— Радость и повиновение, мой повелитель!
Грохот конских копыт вновь заставляет степь качнуться лихим бубном. Подбирающееся к зениту солнце щурится, глядя на чудеса внизу: гнедой потоп заливает местность! И кажется: волшебные тулпары под предводительством святой аль-Борак, крылатой кобылицы Господа миров, сами идут в атаку — ибо далеко не сразу можно различить в арьергарде табуна всадников Абу-т-Тайиба.

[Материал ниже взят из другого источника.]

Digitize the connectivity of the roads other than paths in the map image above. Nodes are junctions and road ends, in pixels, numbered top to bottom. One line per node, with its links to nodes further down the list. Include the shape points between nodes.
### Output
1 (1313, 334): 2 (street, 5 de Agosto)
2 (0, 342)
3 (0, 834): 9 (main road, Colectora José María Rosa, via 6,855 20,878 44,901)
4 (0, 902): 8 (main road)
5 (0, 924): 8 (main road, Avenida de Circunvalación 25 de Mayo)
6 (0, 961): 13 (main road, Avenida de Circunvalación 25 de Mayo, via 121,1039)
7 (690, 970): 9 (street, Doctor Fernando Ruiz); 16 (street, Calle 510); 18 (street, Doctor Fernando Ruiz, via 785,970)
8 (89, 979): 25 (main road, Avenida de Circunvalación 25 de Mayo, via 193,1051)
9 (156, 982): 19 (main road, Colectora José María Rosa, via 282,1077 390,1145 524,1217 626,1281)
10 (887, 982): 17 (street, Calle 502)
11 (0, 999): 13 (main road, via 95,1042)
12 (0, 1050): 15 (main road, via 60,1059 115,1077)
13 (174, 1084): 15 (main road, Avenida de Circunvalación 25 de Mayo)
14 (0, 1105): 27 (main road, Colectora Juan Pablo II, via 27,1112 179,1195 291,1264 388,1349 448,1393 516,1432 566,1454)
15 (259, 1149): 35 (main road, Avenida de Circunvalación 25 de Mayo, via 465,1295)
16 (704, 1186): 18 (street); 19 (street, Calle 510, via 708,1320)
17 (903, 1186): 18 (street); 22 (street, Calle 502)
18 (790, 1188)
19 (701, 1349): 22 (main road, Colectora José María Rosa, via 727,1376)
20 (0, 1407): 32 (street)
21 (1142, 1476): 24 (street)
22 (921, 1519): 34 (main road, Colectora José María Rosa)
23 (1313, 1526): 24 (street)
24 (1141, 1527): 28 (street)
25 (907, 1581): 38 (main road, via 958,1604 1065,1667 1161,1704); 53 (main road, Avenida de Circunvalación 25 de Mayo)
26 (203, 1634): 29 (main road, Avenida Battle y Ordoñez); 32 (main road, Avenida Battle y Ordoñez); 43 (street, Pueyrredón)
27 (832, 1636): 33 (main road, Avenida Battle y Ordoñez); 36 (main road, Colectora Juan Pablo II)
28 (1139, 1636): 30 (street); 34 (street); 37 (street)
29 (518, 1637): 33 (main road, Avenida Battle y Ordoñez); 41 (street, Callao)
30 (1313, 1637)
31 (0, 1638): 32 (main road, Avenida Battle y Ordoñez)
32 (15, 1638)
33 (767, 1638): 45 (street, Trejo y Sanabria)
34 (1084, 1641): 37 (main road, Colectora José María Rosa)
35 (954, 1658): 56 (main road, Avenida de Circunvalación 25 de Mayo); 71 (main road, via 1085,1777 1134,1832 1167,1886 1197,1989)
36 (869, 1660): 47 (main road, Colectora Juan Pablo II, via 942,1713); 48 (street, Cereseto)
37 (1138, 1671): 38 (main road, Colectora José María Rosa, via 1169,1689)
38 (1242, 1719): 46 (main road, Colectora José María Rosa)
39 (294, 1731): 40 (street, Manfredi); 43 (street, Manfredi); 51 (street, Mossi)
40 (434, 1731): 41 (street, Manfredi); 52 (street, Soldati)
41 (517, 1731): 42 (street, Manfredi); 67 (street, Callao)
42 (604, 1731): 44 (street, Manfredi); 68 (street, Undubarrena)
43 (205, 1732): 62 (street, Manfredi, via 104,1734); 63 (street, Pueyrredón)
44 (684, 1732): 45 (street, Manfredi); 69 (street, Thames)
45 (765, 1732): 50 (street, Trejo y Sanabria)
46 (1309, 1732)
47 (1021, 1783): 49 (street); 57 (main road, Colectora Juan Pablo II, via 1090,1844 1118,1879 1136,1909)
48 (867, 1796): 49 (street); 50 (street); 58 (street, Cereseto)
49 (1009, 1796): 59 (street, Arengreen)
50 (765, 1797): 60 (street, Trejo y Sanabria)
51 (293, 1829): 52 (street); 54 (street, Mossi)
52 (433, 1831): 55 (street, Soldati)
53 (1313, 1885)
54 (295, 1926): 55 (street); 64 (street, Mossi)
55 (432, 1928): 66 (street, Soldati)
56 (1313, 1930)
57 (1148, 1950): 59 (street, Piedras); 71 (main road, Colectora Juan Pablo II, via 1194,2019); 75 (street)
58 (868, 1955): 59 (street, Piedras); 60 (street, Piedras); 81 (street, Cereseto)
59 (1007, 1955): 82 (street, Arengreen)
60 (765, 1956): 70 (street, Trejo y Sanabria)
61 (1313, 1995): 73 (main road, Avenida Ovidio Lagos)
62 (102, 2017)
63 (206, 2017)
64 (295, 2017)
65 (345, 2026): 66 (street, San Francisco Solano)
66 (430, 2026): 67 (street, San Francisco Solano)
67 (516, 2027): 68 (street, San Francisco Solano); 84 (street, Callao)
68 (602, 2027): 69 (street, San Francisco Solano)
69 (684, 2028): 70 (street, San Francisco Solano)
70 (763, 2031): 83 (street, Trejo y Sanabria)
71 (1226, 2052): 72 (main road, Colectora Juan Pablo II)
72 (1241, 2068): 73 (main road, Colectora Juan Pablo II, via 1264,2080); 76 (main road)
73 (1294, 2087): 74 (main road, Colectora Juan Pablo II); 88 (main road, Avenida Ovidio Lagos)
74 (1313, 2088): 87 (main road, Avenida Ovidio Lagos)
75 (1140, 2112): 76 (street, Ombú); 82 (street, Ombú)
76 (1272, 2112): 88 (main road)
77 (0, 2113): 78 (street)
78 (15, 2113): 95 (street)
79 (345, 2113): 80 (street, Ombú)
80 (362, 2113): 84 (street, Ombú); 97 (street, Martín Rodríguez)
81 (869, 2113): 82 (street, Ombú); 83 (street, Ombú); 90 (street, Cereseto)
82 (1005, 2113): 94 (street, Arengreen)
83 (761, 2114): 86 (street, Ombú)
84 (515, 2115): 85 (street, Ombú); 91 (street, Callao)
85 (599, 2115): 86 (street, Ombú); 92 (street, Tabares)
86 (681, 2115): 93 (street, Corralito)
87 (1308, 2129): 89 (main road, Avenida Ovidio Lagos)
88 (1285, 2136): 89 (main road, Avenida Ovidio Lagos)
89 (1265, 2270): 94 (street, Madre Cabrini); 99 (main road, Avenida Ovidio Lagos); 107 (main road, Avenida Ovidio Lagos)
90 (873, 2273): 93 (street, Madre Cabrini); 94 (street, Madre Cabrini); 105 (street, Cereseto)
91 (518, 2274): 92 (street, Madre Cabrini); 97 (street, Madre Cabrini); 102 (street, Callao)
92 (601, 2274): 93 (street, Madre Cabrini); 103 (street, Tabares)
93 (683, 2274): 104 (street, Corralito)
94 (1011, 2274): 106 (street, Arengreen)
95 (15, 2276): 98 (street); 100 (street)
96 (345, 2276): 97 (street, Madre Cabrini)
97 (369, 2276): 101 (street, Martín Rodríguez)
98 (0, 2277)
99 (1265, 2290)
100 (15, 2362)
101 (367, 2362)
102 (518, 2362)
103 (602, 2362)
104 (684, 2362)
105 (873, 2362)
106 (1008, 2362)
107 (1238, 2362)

Сражение приостанавливается, повисает в мертвой точке; хурги начинают разворачиваться навстречу неожиданности… И этим не замедлили воспользоваться защитники крепости, на что и рассчитывал поэт. Пращники на стенах дружно взмахивают ремнями, и град свинцовых лепешек окатывает харзийских воинов, основательно проредив их ряды.
Миг замешательства, гортанные выкрики команд, часть конницы хургов устремляется в лоб табуну: остановить, развернуть двумя крыльями, не дать смять лагерь — и замешательство взрывается удалым гиканьем, когда из лощины вырывается полутысяча кабирцев во главе с ревущим Дэвом, который вращает над головой свое жуткое копье-дубину!
Словно кровавый ветряк пошел вразнос, перемалывая людей в страшную муку. До ворот еще далеко, но Худайбег и его люди уверенно движутся к вожделенной цели. Конечно, сейчас хурги опомнятся, увидят, что врагов совсем мало, и тогда…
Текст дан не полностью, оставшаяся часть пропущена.